Submit your htcondor jobs:
condor_submit 01_filtlong.sub
repeat for 02,03,04 and 05.
This workflow will create large files. I recommend using Globus.org to transfer files to your ResearchDrive or to your personal endpoint. For instructions, please visit: https://chtc.cs.wisc.edu/uw-research-computing/globus
If you plan on using this in Geneious to use their SNP identification tool I suggest these steps
- Make a folder for each reference
- Load the gbff file from bakta - this ensures that you will have the gene annotations
- Import the sorted.bam files from Step 03 (samtools output) to the corresponding folders
- Use the SNP identification tool, minimum cov 10x and 95% coverage
- Once you have the output click on Annotations > Variants, and Columns > Manage Columns. Make sure all columns, including the gene names, are shown in the table. Export to CSV or TSV
- Use Python or R or process all the tables.
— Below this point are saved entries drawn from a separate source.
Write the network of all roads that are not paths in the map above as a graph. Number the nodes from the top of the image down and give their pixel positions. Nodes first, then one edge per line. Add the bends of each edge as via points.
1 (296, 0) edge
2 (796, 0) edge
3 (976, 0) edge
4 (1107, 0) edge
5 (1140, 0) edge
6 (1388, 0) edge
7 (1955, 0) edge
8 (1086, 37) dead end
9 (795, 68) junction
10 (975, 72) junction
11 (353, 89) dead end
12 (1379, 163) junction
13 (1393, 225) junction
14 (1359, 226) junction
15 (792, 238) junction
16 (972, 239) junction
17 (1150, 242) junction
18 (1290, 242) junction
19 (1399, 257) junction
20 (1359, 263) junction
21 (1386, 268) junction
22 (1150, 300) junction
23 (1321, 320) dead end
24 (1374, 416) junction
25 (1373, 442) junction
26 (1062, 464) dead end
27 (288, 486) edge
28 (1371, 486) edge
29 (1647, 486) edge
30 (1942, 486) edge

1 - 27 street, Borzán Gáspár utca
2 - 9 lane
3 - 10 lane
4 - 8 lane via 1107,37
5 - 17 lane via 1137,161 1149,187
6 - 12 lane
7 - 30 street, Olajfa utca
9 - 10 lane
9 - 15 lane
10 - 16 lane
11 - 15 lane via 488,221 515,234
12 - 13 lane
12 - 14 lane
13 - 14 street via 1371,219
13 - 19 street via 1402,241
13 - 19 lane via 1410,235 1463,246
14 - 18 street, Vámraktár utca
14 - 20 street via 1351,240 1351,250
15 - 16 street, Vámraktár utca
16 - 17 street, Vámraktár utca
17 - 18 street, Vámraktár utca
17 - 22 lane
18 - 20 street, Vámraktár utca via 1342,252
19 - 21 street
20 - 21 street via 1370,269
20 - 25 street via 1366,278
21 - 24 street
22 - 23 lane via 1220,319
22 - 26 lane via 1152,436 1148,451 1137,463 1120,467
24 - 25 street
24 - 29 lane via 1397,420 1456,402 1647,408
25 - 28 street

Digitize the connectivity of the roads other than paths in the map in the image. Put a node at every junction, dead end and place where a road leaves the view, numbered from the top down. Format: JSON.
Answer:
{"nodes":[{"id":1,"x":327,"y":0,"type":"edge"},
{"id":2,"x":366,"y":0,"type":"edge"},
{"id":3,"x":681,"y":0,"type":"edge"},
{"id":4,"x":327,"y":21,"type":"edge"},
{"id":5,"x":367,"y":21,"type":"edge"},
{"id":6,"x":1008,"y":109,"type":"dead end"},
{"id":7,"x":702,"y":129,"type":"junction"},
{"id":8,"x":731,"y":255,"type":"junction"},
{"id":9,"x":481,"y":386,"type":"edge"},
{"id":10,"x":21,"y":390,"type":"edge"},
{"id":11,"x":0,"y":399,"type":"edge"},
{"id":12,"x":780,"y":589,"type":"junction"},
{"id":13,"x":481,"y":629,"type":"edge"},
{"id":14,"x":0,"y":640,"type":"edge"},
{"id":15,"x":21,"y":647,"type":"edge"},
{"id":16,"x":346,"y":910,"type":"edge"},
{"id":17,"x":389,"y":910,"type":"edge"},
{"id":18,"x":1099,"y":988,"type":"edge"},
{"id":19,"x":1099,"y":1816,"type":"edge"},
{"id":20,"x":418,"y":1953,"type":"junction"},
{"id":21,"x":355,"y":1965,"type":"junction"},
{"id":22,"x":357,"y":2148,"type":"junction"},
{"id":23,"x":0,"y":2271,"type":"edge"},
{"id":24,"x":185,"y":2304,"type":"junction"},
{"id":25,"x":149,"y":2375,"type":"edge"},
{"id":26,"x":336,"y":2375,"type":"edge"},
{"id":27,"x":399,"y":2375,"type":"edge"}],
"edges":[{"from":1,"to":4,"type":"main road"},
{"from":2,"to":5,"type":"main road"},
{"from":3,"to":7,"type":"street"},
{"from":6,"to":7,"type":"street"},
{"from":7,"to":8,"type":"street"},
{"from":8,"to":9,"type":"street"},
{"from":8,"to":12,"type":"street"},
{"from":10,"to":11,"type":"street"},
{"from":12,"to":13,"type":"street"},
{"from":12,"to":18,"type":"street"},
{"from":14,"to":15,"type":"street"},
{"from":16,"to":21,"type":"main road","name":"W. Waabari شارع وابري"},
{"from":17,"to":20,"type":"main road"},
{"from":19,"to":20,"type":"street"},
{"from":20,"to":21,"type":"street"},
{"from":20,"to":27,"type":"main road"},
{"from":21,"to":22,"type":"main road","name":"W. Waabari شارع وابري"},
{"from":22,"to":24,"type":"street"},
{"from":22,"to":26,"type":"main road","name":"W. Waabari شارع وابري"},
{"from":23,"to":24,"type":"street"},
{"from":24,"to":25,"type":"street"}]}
This pipeline uses the following tools:
- Filtlong: https://github.com/rrwick/Filtlong
- Minimap: https://github.com/lh3/minimap2
- Samtools: https://www.htslib.org/download/
- Bakta: https://github.com/oschwengers/bakta
- Eggnog-mapper: https://github.com/eggnogdb/eggnog-mapper
If you find this pipeline helpful, please consider citing this repository.